**How to complete this task**
Please return all lines of the data below containing the string "Encino".

Collected data entries

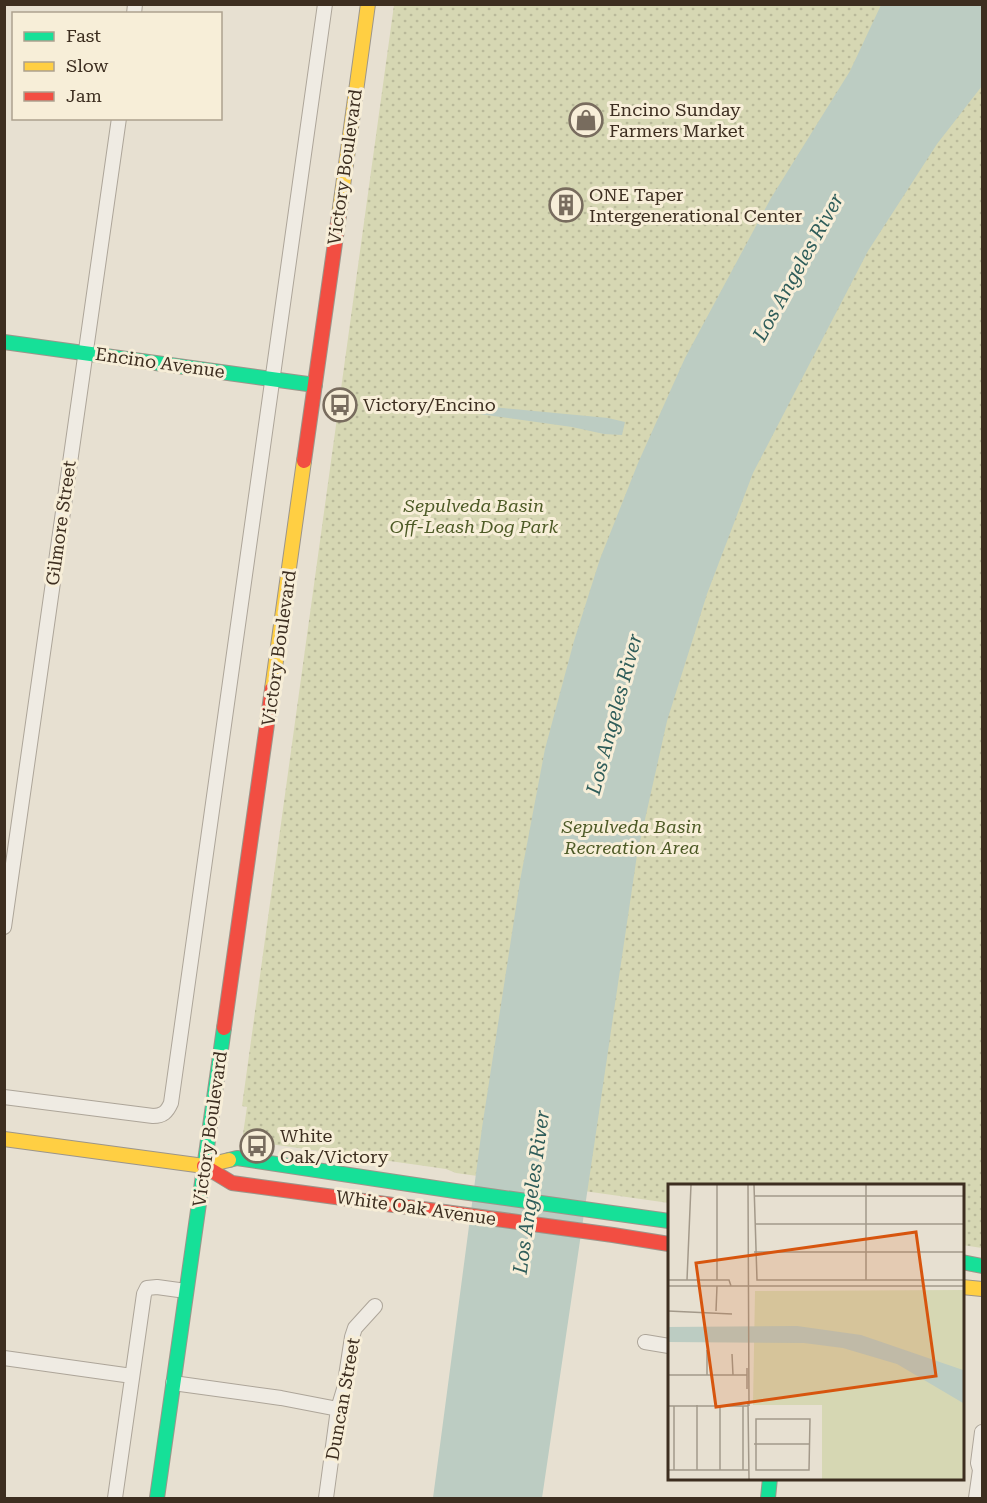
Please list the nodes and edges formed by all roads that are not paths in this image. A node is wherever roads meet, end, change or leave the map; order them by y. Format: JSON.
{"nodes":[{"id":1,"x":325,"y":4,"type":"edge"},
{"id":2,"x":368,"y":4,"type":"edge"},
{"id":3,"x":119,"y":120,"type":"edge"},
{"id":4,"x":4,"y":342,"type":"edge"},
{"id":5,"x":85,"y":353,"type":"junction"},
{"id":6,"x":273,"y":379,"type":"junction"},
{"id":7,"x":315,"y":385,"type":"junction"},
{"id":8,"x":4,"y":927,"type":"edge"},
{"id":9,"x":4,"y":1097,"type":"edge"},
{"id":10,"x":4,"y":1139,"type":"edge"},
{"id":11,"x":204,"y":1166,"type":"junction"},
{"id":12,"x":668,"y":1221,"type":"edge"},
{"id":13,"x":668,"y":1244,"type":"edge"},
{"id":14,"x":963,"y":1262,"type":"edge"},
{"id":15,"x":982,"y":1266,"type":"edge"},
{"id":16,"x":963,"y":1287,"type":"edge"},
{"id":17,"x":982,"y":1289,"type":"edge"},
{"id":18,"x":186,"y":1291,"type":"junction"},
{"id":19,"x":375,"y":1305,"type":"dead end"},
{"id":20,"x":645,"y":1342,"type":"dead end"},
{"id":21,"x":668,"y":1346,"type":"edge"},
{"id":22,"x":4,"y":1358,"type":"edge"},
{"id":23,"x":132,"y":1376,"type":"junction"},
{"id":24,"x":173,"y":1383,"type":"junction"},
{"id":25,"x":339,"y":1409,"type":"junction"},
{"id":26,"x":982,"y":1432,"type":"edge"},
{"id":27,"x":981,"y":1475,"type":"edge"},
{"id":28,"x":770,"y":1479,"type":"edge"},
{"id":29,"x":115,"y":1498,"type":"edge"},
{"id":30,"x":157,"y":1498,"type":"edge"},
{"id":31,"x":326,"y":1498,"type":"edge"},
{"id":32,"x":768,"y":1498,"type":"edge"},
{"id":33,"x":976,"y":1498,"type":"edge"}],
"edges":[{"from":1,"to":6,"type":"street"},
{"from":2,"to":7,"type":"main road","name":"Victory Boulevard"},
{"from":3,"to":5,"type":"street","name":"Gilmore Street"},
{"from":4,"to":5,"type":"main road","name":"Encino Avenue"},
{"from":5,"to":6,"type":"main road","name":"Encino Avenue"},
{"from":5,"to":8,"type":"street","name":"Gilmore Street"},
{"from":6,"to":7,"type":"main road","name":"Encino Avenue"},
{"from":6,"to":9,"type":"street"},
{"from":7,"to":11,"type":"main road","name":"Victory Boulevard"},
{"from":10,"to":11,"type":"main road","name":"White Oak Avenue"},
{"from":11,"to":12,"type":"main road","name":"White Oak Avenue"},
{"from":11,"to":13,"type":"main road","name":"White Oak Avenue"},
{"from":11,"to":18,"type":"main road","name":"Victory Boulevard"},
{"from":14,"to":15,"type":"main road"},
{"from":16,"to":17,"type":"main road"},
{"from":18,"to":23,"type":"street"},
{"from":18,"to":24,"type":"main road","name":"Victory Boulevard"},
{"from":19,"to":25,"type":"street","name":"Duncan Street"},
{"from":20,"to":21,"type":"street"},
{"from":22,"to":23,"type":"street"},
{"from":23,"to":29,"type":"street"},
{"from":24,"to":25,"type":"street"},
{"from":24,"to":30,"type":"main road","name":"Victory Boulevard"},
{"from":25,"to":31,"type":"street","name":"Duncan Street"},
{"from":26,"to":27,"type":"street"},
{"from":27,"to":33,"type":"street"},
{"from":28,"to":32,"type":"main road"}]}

**Exercise output**
{"from":4,"to":5,"type":"main road","name":"Encino Avenue"},
{"from":5,"to":6,"type":"main road","name":"Encino Avenue"},
{"from":6,"to":7,"type":"main road","name":"Encino Avenue"},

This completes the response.